Because there IS interaction between threads -- mutexes handling takes resources, too, and checking i/o status also requires time and syscalls (OS just supplies pending i/o information to its scheduler by itself). And because data access mechanism within your application is likely to be a much worse scheduler than scheduler in the OS.

Of course it seems silly in this day and age to have a single thread/process handling a single connection in anything resembling a high-performance server.

Actually, it's not (unless you are in Windows). For quite a while it was the only way network i/o was possible in Java at all. And while it was a bad decision for Java, it was based on a valid idea that sleeping threads or processs eat less resources than what is necessary for multiplexed handling of completely unrelated connections within one thread.

In that case, each thread/process should be able to handle multiple connections at once. It should execute a request, grab the next request off the queue or wait for one, ad infinitum. With all threads in a single process, it is easy to balance the load queues between threads; with separate processes it is almost impossible to move a request from a busy process to a waiting one.

You don't need to do that -- i/o scheduler in kernel does that for you already, and when that is not good enough, you can have a separate process that dispatches request by whatever set of rules. As opposed to Windows, Unixlike systems allow socket passing between processes.

Also, it's hard to understand why reducing total physical footprint and amount of cache invalidations is only good on systems with bad VM systems or "crippled" schedulers (whatever that means).

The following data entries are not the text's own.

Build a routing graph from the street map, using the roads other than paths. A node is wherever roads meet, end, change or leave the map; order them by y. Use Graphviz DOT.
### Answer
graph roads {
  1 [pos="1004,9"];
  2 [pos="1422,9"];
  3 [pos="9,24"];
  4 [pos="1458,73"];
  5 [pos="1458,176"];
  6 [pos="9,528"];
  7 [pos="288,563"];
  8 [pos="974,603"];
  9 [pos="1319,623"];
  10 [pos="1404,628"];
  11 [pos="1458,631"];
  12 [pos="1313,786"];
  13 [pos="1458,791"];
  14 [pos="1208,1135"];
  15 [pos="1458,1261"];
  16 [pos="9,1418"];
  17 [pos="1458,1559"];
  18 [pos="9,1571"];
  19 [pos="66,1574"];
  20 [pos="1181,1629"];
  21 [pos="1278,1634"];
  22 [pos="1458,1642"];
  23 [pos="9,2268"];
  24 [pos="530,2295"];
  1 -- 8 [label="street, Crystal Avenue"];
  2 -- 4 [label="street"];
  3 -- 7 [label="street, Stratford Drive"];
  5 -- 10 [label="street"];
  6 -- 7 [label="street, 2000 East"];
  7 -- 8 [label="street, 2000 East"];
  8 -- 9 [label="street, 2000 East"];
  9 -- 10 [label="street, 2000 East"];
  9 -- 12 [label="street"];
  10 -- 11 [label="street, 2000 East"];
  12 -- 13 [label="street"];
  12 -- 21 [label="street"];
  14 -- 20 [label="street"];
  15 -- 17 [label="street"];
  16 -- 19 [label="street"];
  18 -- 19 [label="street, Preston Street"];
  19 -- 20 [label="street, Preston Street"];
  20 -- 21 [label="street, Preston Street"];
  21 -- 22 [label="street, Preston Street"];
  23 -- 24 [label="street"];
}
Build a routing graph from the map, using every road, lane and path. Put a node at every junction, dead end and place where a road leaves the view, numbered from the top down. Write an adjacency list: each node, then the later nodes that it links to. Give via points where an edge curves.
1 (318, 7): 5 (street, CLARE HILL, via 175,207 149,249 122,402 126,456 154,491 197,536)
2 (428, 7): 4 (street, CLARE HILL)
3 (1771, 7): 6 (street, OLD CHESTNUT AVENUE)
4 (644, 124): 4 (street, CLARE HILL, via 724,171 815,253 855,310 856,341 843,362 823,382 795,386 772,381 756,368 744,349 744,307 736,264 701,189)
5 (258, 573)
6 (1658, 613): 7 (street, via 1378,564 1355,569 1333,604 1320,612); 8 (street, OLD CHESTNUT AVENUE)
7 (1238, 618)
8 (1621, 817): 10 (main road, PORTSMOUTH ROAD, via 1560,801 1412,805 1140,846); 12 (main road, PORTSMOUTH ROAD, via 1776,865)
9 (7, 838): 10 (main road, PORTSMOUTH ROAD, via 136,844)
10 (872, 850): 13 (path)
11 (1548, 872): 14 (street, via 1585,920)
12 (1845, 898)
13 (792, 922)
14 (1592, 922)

Because with good VM they are smaller in the first place. In any case, when you deal with scalale systems that have to handle huge amounts of requests simultaneously, your cache will be severely beaten just because of the large amount of data involved.

--
Contrary to the popular belief, there indeed is no God.
Programmers by SpeedBump0619 · 2006-07-13 02:18 · Score: 2, Insightful

While most of the discussion here covers the technical aspects of the question I think that the biggest factor here is being overlooked. I've been employed now in 5 different environments 4 of which used threading for parallelism. For some reason many programmers just have a problem wrapping their minds around shared memory problems. The number of times I have reveiwed code changes and seen someone not lock a mutex, or forget to release a semaphore is mind boggling.

As far as I'm concerned threading should only be considered when you have either:
1) a high tolerance for extremely difficult debugging
2) a customer who likes it (pays you more) when your program crashes
3) a team of programmers experienced with threading (at least 75%...if not 100% you *must* review code changes)

In modern Unix systems most people won't be able to really tell the speed difference between create_thread and fork. If you screw up pushing data through a pipe it just doesn't come out the other end, but if you screw up using shared memory you won't know until something unexpected (and seemingly unrelated) happens.
If you can build it that way... by mengel · 2006-07-13 02:47 · Score: 2, Insightful

... the fastest implementation is always the lean, event-loop (e.g. while/select loop) version that never blocks. This is because when a threaded implementation works properly on a single CPU, that's what it ends up doing anyway -- code in each thread runs, until it does something that blocks that thread, and another thread wakes up... If you split out those same code segments into a common event loop, you get rid of the thread context-switch overhead. You can even break up long event-handlers with "Idle events" -- you do part of the work, and send yourself an "idle event" to remind yourself to do the next chunk when you don't have new work coming in. This is generally less overhead than a thread time-slicing context switch.
If you then want to take advantage of multiple CPU's efficiently, you need to look at the event handler code in the above implementation, and see if you have race conditions if two branches are run in parallel. If not, you can just fork a couple of processes and/or threads to tag-team the same event stream, and the code just cruises and uses more CPUs.
If there are race conditions between branches, you take those branches that need to share a resource, make a single separate thread/process for those handlers, and forward the required events to that thread/process so they get handled sequentially.
This style of code is often harder to design than a more obvious multiple-threads type implementation, but it is faster (and often easier to maintain) when properly done. In either case, the source of obscure bugs is race conditions that are overlooked.

--
- "History shows again and again how nature points out the folly of men" -- Blue Oyster Cult, 'Godzilla'